Portugal’s energy companies are anyway also succeeding abroad, which may help boost prices. Galp has expanded into Brazil – and recently sold major stakes to Chinese investor Sinopec, which has also taken a 40 percent stake in Repsol YPF’s Brazilian operations – and Africa, where REN is bidding for the Portuguese Government’s remaining stake in Mozambique’s giant Cahora Bassa dam. Where firms like AVM Advogados, which has an office in Lisbon, is now targeting inbound and outbound energy investment.

“We are seeing activity by Portuguese companies in renewable and energy transportation projects worldwide. With the US, Venezuela, Angola, Mozambique, and Brazil among the most interesting jurisdictions for companies,” adds Jose Diogo Horta Osorio, Partner at Cuatrecasas Gonçalves Pereira in Lisbon.

Strategic focus
The outlook for the energy sector is therefore by no means clear but Governments recognise the need to encourage investment from both domestic and international operators, and to ensure the right mix and security of supply.

For law firms, it is a sector in which many are also diversifying their emphasis to encompass transactional, regulatory and disputes needs. In Portugal, the traditional energy expertise of many firms has seen a number emerge among the major winners in the privatisation process – MLGTS, Cuatrecasas, PLMJ, VdA, Rui Pena and Garrigues, where João Rosado Correia is drafting the country’s new energy code, among them.
But challenges do remain. “Ongoing projects are being maintained, without significant problems, but those in the pipeline are stopped by a lack of funding, reduced revenues, or just a lack of confidence,” says Joana Andrade Correia, partner with Raposo Bernardo in Lisbon.

Spain’s recently published National Renewable Plan 2010-2020 maintains ambitious targets, but the country must first manage its over-capacity and tariff deficit problem, say many. “The question arises as to whether the new Government will follow the commitments made by the last one. There is a risk that the sector will be expected to take on board a sacrifice in “solidarity” with the current state of the Spanish economy,” says Silvestre Arana, Head of Energy at Garrigues.

Nonetheless, complicated times demand more rigorous analysis. “Clients require advisers with wide experience – not just focused on renewables – and a depth of understanding of the regulation, commercial aspects and challenges. Deeper knowledge is now, more than ever, a valuable asset,” says Emiliano Garayar, Managing Partner of Garayar Asociados.
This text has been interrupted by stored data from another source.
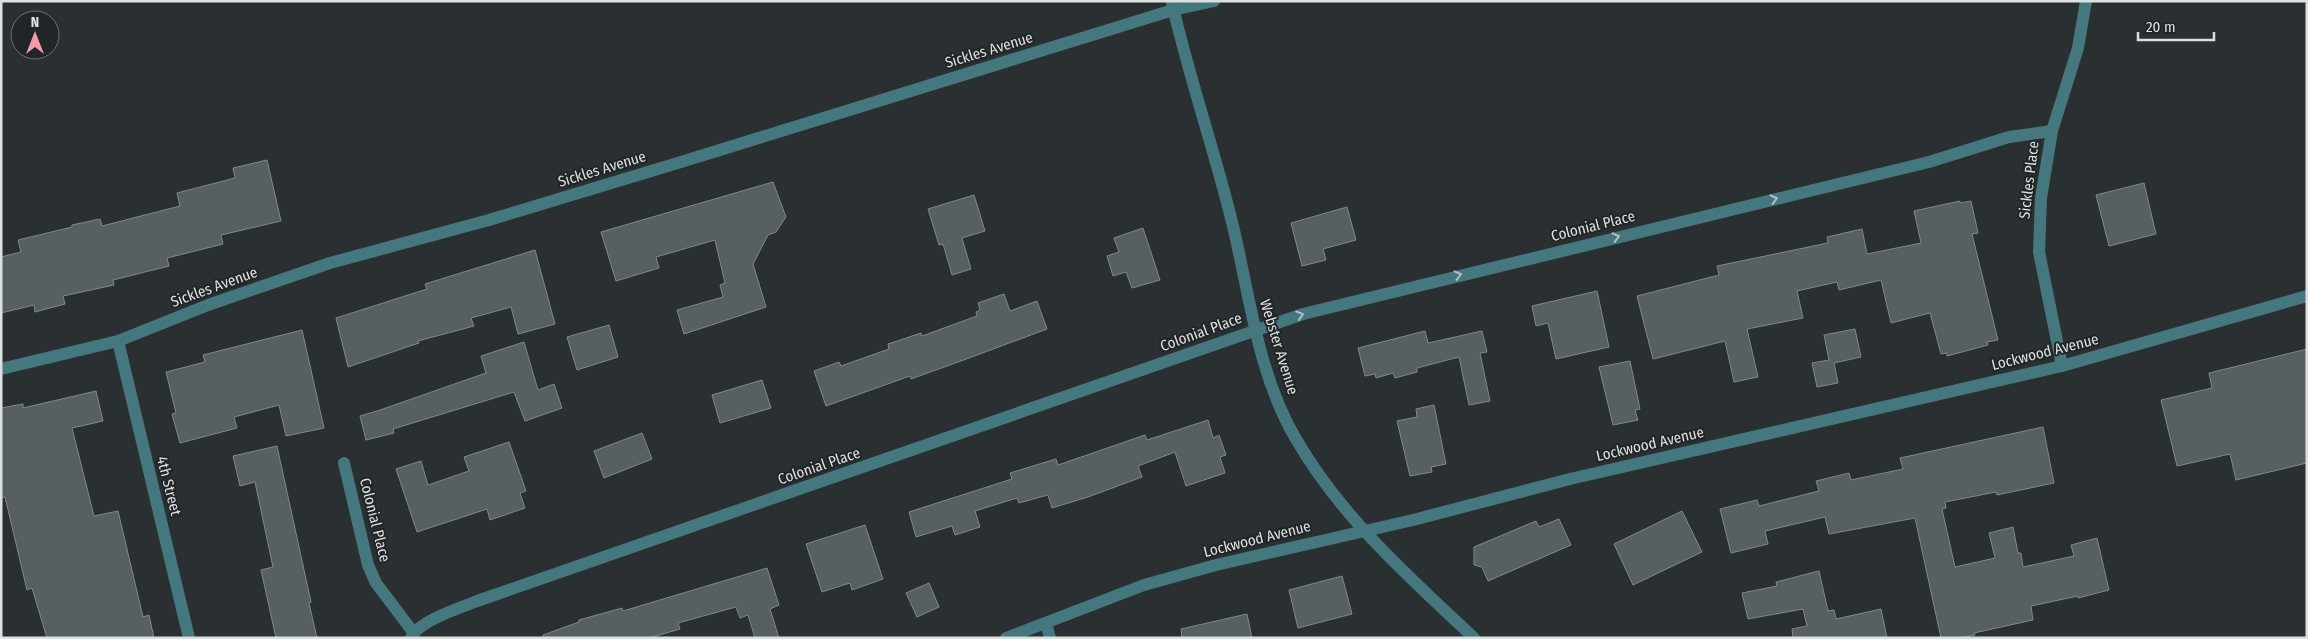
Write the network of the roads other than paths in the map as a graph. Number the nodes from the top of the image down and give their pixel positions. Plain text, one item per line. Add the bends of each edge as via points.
1 (1214, 1) edge
2 (2086, 1) edge
3 (1172, 5) edge
4 (2052, 131) junction
5 (2307, 296) edge
6 (1254, 330) junction
7 (118, 341) junction
8 (2062, 366) junction
9 (1, 368) edge
10 (344, 463) dead end
11 (1364, 531) junction
12 (1046, 623) junction
13 (412, 635) edge
14 (189, 638) edge
15 (1006, 638) edge
16 (1050, 638) edge
17 (1474, 638) edge

1 - 3 street, Sickles Avenue
2 - 4 street, Sickles Place via 2078,48
3 - 6 street, Webster Avenue via 1232,222
3 - 7 street, Sickles Avenue via 653,170 489,220 330,263 208,305
6 -> 4 street, Colonial Place via 1331,307 1929,162 2009,137
4 - 8 street, Sickles Place via 2041,198 2039,252
5 - 8 street, Lockwood Avenue
6 - 11 street, Webster Avenue via 1283,416 1296,440 1338,503
6 - 13 street, Colonial Place via 477,601 438,617
7 - 9 street, Sickles Avenue
7 - 14 street, 4th Street
8 - 11 street, Lockwood Avenue via 1570,479
10 - 13 street, Colonial Place via 368,565 376,583
11 - 12 street, Lockwood Avenue via 1144,585
11 - 17 street, Webster Avenue
12 - 15 street, Lockwood Avenue
12 - 16 street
And while many energy players may be struggling, lawyers point to the expansion of the sector over the past decade as positive for both the market and law firms. Over 4,000 companies are estimated to be active in Spain’s renewable sector alone, while firms like Latham & Watkins, Bird & Bird, Watson Farley & Williams and Broseta are now challenging the established Madrid players.

“The energy market is one that continues to present opportunities. Many established energy companies are seeking to guide future energy developments, while the most successful renewable companies are expanding around the world, our own challenge is to help them do it,” concludes Luis Pérez de Ayala, Partner at Cuatrecasas in Madrid.